BEDFORD — A week spent working on the electrical circuits that keep the lights on in the city that never sleeps was more than enough for Public Service of New Hampshire technicians who rose to the rescue last week to fix storm-related related problems with the electrical network in New York City.
Jay Yergeau of Goffstown, who works for PSNH out of the company's Bedford area work center, was among crew members called to New York a week ago after pieces of Consolidated Edison's network began failing in the wake of absorbing tons of salt spread on the streets to keep the traffic moving in America's biggest city.
Once absorbed in melted snow, the salt worked its way into subterranean service boxes and corroded contacts. In at least one instance, in Manhattan, the malfunctioning boxes reportedly resulted in "stray voltage," which electrified metal in the surrounding area. That led to street fixtures and even doorknobs becoming charged with low voltage, but shock-producing, electricity. Some stores posted warnings not to touch metal doorknobs, a CBS television report said.
"It's kind of a mixture of the salt melting and the amount of salt they put on the roadway," Yergeau said. "It gets into these service boxes and kind of erodes the conductors that service the individual customers."

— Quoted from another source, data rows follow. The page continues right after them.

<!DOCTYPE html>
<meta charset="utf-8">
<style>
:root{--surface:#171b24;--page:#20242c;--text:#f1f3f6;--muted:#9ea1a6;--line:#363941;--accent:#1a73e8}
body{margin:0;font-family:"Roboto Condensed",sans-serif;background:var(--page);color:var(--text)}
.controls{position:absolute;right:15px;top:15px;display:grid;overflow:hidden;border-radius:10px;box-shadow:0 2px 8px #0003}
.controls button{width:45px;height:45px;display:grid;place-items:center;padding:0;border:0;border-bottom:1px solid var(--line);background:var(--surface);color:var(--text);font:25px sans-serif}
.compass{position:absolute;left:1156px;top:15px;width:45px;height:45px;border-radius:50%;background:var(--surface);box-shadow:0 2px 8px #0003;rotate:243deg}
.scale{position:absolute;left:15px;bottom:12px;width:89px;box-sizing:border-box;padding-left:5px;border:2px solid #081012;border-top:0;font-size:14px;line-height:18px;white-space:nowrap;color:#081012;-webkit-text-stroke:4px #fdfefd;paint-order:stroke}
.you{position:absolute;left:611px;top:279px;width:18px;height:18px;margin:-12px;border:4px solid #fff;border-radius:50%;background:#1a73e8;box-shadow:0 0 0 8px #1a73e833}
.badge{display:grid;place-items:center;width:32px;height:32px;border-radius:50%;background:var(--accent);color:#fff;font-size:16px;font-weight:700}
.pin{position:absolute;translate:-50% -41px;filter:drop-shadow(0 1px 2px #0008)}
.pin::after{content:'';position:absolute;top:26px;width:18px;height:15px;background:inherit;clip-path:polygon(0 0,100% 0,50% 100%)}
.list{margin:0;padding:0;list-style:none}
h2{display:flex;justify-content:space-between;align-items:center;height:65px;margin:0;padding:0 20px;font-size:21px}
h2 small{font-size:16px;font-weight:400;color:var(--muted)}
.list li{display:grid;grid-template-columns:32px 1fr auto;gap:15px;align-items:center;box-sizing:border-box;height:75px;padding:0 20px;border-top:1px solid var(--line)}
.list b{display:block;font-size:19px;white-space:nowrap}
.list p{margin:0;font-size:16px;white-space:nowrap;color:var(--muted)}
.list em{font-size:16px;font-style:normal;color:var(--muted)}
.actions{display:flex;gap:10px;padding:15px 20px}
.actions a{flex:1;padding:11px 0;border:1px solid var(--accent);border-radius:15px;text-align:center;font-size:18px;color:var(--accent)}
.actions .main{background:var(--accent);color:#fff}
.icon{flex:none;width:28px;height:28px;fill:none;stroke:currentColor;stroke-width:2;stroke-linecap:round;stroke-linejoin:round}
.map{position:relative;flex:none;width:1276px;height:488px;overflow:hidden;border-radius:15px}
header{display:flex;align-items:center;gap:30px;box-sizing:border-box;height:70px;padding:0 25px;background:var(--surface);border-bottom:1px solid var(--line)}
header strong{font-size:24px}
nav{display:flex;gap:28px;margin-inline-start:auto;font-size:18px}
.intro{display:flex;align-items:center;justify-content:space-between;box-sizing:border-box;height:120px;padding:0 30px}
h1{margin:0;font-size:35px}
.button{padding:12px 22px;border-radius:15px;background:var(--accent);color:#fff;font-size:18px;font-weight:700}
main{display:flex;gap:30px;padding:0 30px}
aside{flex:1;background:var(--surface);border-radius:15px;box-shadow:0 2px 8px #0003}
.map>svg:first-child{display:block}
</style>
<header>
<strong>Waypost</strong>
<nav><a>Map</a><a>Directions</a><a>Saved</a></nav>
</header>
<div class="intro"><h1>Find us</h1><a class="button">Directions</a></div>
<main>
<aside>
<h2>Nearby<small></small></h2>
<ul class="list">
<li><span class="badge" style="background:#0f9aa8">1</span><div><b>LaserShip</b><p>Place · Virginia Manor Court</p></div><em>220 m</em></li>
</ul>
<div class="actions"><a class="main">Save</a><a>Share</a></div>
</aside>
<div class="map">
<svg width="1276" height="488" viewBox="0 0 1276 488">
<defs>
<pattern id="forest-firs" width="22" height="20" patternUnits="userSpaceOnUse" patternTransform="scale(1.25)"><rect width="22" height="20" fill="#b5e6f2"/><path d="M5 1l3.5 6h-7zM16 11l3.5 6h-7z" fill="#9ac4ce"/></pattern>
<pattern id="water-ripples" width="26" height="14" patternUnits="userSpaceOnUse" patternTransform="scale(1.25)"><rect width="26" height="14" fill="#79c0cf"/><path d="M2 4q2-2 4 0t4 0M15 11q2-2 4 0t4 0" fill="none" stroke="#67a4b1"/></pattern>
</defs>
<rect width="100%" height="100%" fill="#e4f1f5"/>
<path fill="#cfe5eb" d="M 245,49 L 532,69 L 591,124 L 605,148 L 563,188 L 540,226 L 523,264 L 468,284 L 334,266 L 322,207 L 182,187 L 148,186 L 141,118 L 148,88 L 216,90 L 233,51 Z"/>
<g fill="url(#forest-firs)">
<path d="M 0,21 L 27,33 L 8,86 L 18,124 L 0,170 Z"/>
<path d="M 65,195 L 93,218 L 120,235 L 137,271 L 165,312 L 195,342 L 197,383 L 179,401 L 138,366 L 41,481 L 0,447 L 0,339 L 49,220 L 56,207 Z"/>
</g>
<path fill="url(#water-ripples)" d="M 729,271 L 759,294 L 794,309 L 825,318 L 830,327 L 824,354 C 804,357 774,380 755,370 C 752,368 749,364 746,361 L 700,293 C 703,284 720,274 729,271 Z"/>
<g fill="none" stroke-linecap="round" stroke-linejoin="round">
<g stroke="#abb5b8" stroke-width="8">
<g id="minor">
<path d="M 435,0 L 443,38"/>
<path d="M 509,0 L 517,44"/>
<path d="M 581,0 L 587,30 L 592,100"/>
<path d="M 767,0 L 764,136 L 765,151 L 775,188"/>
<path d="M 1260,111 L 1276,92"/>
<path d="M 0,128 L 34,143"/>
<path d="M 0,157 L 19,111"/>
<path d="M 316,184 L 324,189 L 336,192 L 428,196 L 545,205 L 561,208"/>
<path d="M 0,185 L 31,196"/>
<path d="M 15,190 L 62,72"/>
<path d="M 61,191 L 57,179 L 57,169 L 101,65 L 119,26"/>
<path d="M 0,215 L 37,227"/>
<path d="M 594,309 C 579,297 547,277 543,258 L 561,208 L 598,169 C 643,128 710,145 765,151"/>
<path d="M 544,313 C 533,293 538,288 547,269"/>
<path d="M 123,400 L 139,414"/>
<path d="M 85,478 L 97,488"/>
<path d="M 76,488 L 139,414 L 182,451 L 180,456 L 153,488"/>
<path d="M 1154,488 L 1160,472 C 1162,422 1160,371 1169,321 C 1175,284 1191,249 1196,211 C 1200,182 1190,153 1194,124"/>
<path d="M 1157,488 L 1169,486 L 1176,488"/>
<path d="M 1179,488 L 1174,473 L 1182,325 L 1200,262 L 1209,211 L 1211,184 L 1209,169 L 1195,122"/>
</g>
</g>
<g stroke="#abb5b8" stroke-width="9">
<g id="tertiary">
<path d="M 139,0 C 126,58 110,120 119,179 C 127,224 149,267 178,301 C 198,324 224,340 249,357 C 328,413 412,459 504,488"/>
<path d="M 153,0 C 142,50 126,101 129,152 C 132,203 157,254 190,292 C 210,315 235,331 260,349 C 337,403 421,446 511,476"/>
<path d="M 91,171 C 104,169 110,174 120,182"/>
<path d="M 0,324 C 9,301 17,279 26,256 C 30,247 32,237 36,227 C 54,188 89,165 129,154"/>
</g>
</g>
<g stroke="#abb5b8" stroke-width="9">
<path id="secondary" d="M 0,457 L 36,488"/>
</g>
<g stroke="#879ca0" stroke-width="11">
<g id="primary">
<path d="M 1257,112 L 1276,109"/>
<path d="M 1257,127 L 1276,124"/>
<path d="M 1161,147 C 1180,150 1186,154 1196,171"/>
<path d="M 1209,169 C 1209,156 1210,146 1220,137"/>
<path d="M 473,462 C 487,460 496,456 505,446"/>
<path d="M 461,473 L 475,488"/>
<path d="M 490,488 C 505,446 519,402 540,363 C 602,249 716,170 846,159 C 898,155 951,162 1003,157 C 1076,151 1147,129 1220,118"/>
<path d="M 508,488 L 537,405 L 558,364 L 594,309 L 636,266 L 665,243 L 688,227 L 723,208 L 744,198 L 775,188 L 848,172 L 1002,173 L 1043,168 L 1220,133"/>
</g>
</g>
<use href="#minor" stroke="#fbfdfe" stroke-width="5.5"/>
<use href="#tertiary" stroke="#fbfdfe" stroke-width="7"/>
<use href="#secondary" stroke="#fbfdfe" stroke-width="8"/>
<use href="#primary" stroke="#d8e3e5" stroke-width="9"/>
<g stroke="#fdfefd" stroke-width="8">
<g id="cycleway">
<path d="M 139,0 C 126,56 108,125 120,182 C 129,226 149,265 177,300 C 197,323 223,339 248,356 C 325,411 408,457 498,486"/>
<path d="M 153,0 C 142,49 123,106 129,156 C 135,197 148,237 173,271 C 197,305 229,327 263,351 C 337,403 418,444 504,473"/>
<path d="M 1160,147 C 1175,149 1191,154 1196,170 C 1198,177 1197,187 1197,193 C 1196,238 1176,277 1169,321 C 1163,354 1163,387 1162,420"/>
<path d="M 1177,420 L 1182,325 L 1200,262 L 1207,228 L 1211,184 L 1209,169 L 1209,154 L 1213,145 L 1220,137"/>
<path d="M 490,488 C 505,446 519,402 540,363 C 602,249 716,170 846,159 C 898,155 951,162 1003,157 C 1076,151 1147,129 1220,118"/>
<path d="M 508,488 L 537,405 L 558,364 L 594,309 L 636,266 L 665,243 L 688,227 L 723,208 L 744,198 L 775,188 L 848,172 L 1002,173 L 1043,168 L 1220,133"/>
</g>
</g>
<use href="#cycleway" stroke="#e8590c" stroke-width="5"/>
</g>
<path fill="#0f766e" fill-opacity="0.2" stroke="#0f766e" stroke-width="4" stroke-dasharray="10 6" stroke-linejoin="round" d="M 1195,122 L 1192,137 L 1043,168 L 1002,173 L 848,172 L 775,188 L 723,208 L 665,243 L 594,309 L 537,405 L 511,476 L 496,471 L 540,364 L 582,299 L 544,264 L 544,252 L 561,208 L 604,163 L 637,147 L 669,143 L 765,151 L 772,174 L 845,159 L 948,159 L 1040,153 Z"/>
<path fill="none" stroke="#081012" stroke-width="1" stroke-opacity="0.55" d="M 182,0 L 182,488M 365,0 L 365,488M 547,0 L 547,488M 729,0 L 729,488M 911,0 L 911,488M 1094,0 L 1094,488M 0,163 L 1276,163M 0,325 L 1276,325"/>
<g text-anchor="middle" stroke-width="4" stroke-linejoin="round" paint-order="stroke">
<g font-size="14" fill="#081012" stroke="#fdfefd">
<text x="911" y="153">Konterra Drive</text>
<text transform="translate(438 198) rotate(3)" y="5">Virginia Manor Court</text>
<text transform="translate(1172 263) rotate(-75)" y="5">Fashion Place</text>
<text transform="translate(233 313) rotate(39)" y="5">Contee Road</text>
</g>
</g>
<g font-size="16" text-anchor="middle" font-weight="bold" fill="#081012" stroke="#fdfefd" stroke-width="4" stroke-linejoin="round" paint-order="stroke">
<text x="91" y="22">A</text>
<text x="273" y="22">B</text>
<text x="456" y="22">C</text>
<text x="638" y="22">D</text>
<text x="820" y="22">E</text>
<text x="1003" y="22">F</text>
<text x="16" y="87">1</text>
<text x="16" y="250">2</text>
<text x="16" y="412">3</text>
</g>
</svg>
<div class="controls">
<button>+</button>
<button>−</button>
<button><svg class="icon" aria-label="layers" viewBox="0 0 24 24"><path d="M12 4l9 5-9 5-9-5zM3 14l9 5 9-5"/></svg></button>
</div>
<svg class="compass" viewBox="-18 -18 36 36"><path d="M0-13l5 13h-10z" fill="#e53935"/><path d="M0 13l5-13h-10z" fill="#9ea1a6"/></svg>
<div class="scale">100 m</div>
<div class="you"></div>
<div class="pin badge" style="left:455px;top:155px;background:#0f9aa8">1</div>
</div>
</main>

Yergeau's crew spent much of its time in Brooklyn, which has twice the population of New Hampshire, but only seven-tenths of one percent of the land area.
The service boxes that failed are located about 4-feet underground in spots at curbside usually occupied by parked cars.It's the kind of congestion a power crew just doesn't have to contend with in New Hampshire.PSNH workers also worked in Queens, along with crews from sister Northeast Utilities companies in Massachusetts and Connecticut.
"The tough part of New York City is a lot of times, there are cars over the service boxes and we couldn't access them," Yergeau said. "We don't operate that way; it was a lot different traveling around that area with those vehicles."
The New Hampshire crews went to New York under a mutual aid pact in which utilities help each other when weather-related outages are too much for local crews to handle. Under the agreement, New Hampshire has received help from other power companies from around the country after severe ice and snow storms. PSNY crews worked 16-hour days for eight consecutive days to get the lights back on.
After a week in New York, Yergeau was not bitten by any desire to pull up his Granite State stakes and alight for the Big Apple. "I'm not much of an urbanite," he said. "I like my yard and I like mowing my lawn."